Within these records, how many lines hold "first"? Give the number alone.
--- INFORMATION SHOWN Enclosed Below ---
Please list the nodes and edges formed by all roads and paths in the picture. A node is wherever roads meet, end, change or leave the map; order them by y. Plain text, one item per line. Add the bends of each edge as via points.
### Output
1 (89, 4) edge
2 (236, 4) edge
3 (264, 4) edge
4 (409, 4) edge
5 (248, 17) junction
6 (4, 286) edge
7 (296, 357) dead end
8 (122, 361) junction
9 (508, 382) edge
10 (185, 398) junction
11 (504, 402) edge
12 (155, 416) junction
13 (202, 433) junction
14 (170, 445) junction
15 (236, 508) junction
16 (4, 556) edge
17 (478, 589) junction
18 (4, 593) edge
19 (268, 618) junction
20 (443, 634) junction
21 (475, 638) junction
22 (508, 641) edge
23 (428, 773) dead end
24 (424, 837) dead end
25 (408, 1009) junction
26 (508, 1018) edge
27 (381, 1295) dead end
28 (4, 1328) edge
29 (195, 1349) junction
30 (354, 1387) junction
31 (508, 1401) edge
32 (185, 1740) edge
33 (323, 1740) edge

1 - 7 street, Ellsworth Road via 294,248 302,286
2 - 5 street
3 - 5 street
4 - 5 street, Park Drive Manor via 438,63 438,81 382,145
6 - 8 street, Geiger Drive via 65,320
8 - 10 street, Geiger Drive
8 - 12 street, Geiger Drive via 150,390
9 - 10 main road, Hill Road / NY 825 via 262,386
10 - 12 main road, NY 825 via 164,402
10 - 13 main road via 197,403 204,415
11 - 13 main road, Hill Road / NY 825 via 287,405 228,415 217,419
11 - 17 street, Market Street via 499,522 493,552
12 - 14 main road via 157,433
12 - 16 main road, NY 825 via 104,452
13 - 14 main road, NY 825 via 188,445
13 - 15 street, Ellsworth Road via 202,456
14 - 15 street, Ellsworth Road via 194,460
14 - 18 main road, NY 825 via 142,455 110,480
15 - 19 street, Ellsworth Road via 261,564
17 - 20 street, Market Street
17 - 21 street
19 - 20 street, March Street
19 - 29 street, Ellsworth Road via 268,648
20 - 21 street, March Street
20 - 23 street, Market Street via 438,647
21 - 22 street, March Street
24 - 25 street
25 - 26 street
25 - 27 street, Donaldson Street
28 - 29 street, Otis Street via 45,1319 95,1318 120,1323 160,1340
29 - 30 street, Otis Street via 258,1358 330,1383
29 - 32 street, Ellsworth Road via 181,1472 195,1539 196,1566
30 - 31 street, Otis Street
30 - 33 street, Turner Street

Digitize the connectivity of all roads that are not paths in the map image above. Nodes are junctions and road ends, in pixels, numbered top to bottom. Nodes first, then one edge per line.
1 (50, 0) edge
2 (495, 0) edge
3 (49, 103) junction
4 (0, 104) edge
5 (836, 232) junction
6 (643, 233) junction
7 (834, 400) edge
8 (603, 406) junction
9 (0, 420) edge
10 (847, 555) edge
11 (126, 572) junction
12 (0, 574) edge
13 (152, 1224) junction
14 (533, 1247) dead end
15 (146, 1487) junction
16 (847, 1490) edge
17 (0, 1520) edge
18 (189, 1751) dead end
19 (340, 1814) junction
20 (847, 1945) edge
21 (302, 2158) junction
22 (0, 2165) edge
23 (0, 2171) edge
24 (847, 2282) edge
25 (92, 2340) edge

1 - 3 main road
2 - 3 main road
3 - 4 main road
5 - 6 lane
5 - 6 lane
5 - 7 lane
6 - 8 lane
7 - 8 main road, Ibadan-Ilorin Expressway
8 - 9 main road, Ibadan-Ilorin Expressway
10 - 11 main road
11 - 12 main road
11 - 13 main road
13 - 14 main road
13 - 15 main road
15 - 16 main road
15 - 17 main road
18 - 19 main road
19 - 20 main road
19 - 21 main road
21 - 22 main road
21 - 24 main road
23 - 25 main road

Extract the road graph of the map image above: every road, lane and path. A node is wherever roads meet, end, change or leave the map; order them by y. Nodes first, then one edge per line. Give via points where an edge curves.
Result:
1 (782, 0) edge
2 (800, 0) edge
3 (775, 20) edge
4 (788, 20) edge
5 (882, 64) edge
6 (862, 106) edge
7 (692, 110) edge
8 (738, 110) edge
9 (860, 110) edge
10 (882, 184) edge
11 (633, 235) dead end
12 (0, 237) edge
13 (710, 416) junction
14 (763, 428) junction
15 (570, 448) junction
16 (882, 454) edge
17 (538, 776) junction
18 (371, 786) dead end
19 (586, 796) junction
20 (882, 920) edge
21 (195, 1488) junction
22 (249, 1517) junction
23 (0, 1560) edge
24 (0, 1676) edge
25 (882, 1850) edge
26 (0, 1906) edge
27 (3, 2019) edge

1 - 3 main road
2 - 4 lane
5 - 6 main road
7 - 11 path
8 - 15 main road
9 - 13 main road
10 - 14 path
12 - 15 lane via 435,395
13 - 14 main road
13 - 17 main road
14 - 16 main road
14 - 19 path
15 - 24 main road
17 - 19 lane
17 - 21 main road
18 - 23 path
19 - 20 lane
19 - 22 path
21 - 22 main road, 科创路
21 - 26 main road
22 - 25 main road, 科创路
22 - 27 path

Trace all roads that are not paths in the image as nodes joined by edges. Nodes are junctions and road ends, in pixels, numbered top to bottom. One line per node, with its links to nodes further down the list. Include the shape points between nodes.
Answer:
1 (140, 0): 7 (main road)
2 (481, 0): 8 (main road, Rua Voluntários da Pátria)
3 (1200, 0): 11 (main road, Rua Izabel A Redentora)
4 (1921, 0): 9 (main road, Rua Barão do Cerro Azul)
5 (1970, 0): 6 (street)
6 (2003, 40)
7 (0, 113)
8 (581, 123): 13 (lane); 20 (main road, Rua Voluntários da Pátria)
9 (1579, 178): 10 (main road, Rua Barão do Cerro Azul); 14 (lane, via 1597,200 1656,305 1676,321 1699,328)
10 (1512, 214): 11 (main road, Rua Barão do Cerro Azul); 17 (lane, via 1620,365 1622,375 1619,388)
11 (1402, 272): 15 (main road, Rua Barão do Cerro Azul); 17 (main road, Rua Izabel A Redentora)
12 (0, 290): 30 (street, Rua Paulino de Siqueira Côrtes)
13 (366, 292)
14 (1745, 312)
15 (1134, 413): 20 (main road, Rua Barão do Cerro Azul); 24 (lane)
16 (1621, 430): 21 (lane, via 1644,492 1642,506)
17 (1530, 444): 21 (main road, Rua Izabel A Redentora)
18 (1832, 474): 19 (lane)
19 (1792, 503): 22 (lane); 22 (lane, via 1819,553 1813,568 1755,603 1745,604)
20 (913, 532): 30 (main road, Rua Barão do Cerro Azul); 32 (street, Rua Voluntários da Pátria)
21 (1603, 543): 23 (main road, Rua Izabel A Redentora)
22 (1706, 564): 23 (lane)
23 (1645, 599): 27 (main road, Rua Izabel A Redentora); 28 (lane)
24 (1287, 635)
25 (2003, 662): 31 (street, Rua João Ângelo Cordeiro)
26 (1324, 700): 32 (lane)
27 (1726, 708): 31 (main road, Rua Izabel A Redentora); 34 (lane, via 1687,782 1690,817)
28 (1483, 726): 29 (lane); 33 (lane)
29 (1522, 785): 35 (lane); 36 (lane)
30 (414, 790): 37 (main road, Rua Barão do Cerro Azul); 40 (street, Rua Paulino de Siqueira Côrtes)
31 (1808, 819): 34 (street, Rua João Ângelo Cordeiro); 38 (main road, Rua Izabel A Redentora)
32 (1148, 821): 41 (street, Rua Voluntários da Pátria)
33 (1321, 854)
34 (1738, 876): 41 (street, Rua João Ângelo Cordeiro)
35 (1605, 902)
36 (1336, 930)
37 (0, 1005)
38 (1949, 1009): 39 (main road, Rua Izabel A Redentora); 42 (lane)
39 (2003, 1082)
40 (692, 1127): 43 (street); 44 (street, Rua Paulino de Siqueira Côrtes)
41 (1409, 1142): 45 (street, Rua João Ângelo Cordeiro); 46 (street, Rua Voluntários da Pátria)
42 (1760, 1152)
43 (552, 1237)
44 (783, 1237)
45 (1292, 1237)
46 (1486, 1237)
--- End of Enclosed INFORMATION SHOWN ---
EXPECTED OUTPUT:
2